There, everyone's a writer or director, an actor or photographer, or a bit of each, and the plight of a radical bomber can be played for laughs or pathos or a simple reminder that there really was something occasionally deadly happening in 1968 despite all the blinding sun and arc lights shining on Brighton Beach while characters of all sexual persuasions were thrilling to the timeworn pleasure of adultery and the new freedoms afforded by the lifting of inhibitions as well as age-old decency laws.
Still, for all its brio, "Trio" hits some serious notes. It has a whiff of the ambivalent Graham Greene about it, waffling between the worldly gravity of "The Quiet American" and the sober farce of "Our Man in Havana" — as, in fact, the whole of Boyd's celebrated oeuvre does, with its admixture of social, comic and recent-historical drama ranging light-footed all over the world.

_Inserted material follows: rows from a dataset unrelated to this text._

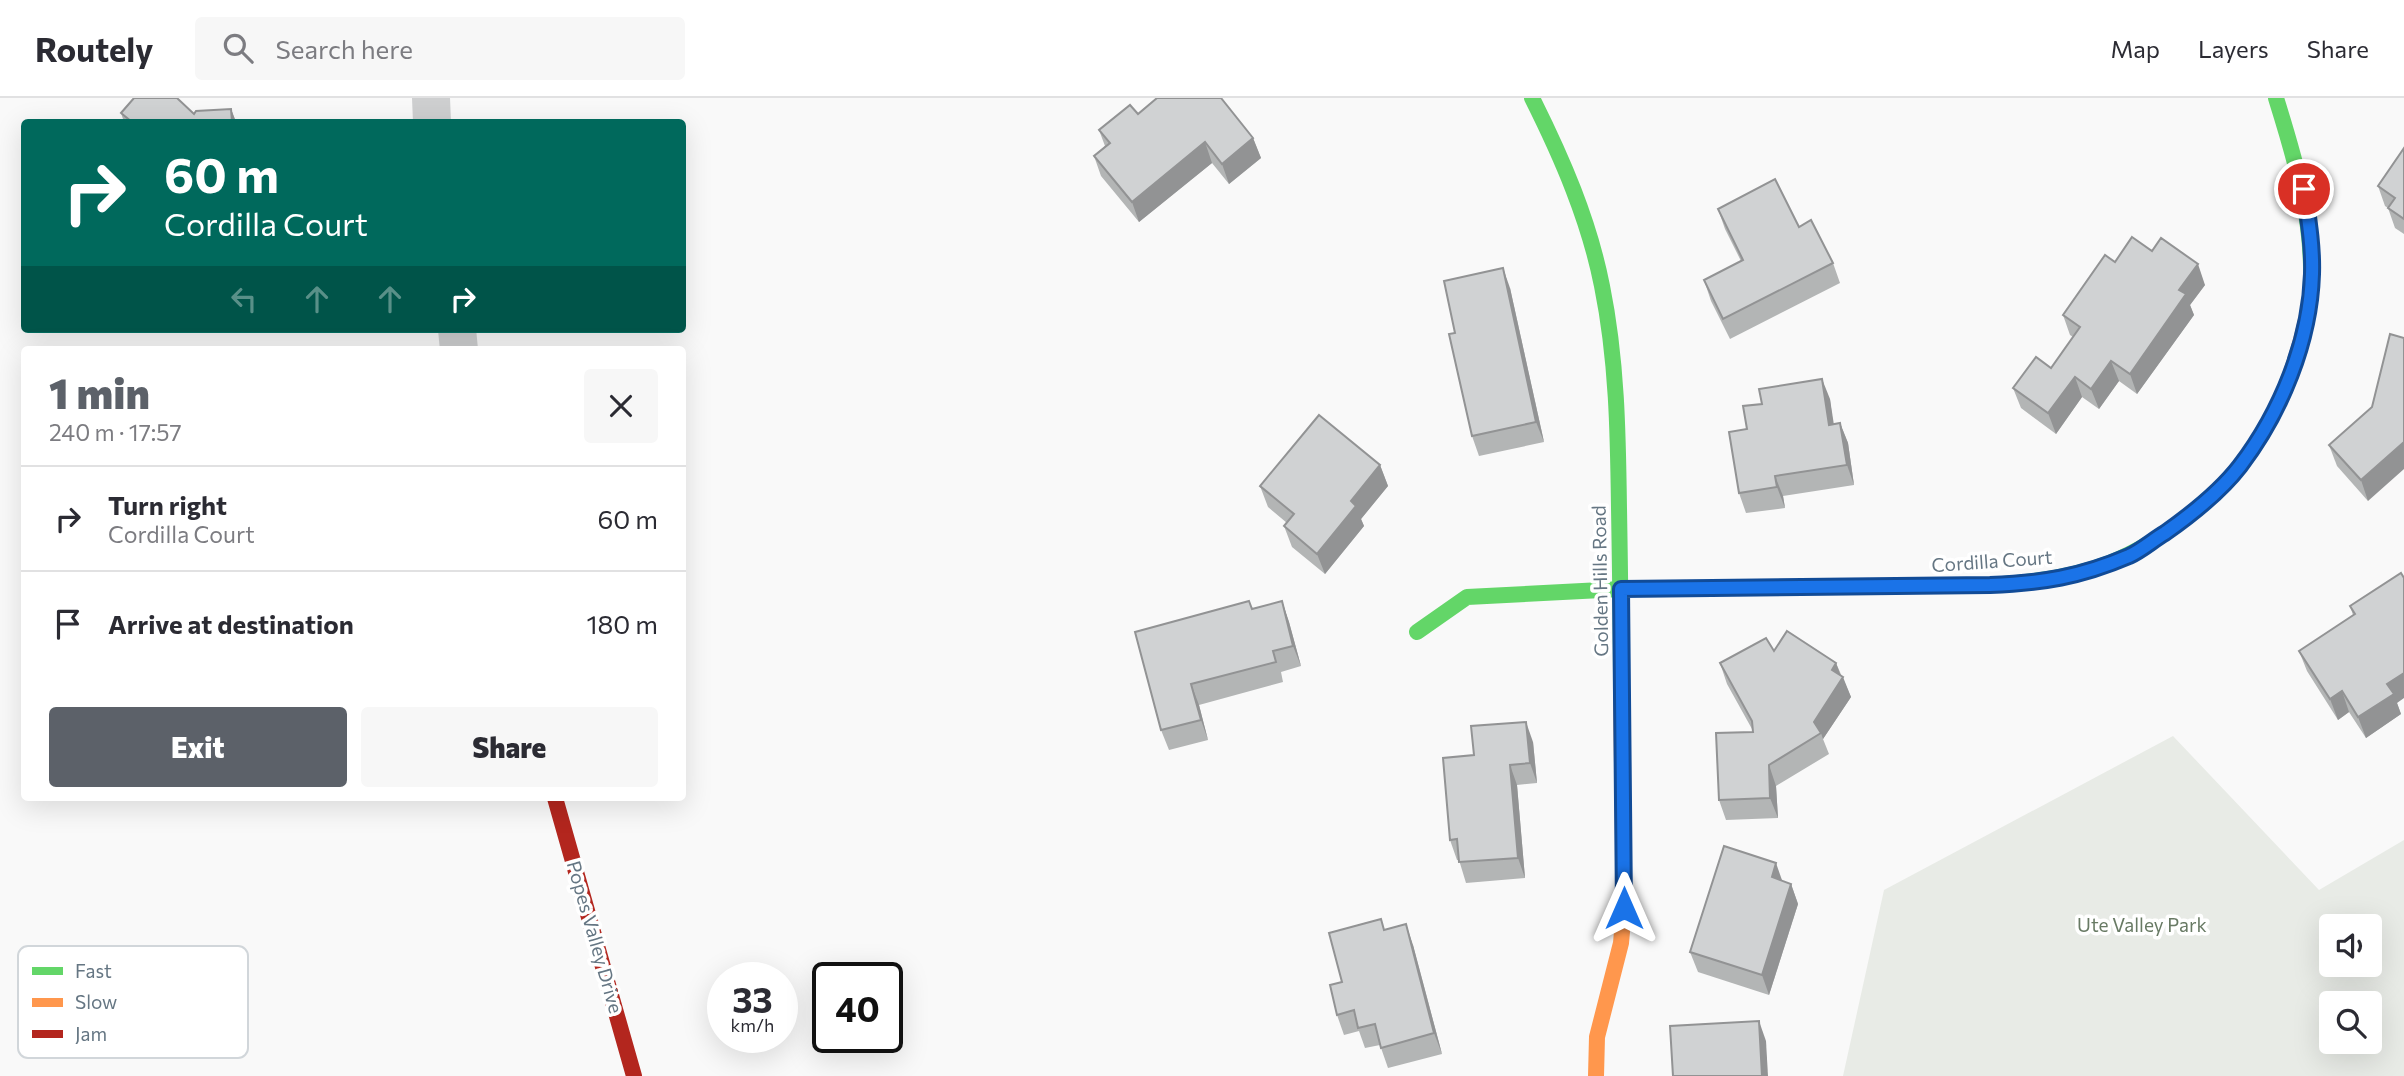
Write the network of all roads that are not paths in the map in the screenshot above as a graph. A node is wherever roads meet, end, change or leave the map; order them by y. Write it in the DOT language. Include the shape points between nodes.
graph roads {
  1 [pos="431,98"];
  2 [pos="1532,98"];
  3 [pos="2276,98"];
  4 [pos="432,119"];
  5 [pos="1621,589"];
  6 [pos="1417,632"];
  7 [pos="556,801"];
  8 [pos="634,1076"];
  9 [pos="1596,1076"];
  1 -- 4 [label="street"];
  2 -- 5 [label="street, Golden Hills Road" via="1572,180 1606,296 1618,405"];
  3 -- 5 [label="street, Cordilla Court" via="2304,189 2310,233 2312,275 2304,332 2289,378 2240,466 2171,528 2132,554 2089,572 2038,583"];
  5 -- 6 [label="street, Cordilla Court" via="1468,597"];
  5 -- 9 [label="street, Golden Hills Road" via="1624,908 1621,943 1598,1037"];
  7 -- 8 [label="street, Popes Valley Drive"];
}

Here we are, in Brighton in late 1968 with Elfrida Wing, a blocked writer ("the new Virginia Woolf," poor thing); Talbot Kydd, a film producer; and Anny Viklund, a young American movie star — presumably the trio of the title, all in some way attached to the making of a film whose title, "Emily Bracegirdle's Extremely Useful Ladder to the Moon," seems to have been assembled from refrigerator word magnets.

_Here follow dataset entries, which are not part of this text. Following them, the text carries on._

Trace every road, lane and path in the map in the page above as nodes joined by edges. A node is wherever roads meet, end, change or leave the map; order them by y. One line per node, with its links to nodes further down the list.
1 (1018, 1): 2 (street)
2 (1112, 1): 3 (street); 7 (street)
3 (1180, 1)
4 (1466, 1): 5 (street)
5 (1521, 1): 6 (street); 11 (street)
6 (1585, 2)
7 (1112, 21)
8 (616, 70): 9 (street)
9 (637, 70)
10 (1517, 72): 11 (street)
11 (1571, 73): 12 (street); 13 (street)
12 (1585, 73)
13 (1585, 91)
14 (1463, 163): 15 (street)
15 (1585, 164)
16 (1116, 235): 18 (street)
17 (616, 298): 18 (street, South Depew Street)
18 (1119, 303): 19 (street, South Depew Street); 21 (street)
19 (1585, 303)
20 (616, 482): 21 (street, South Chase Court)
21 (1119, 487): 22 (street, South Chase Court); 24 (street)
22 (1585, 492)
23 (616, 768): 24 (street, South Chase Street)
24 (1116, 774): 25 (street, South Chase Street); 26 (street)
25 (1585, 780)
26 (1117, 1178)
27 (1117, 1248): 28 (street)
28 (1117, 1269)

And so, come to think of it, does the movie's plot, which involves Anny and her co-star, a British pop musician named Troy, breaking up and making up in long shot ("A great opportunity for more great music," says the director, Reggie, who suddenly prefers to be called Rodrigo), wandering alone and driving around together, perhaps off a cliff.
Reggie/Rodrigo is married to Elfrida but is dallying with the script fixer — that it was another writer, Elfrida thinks, "made the betrayal all the more bitter." Elfrida is filling up her dry spell with vodka to the point of blackouts and hallucinations as she productively dreams up new titles for her soon-to-be-written next novels. Anny, who is caught between her fugitive ex-husband (the bomber) and her Parisian-Guadeloupean "radical revolutionary philosopher" boyfriend, is finding comfort, briefly, with her ingenuous, sexually athletic co-star. And Talbot, while trying to wrangle the circus act his film's become, is toying with coming out.
They all think and act like characters in a screenplay (Anny: "It was crazy — stop! She admonished herself. Get a grip. ... She hated herself for thinking this but she wanted to see him again — just once more.") But they are in a screenplay, in a sense, and the movie Boyd has made of them may not be Bergman or even Capra, but it is, as I began by saying, diverting.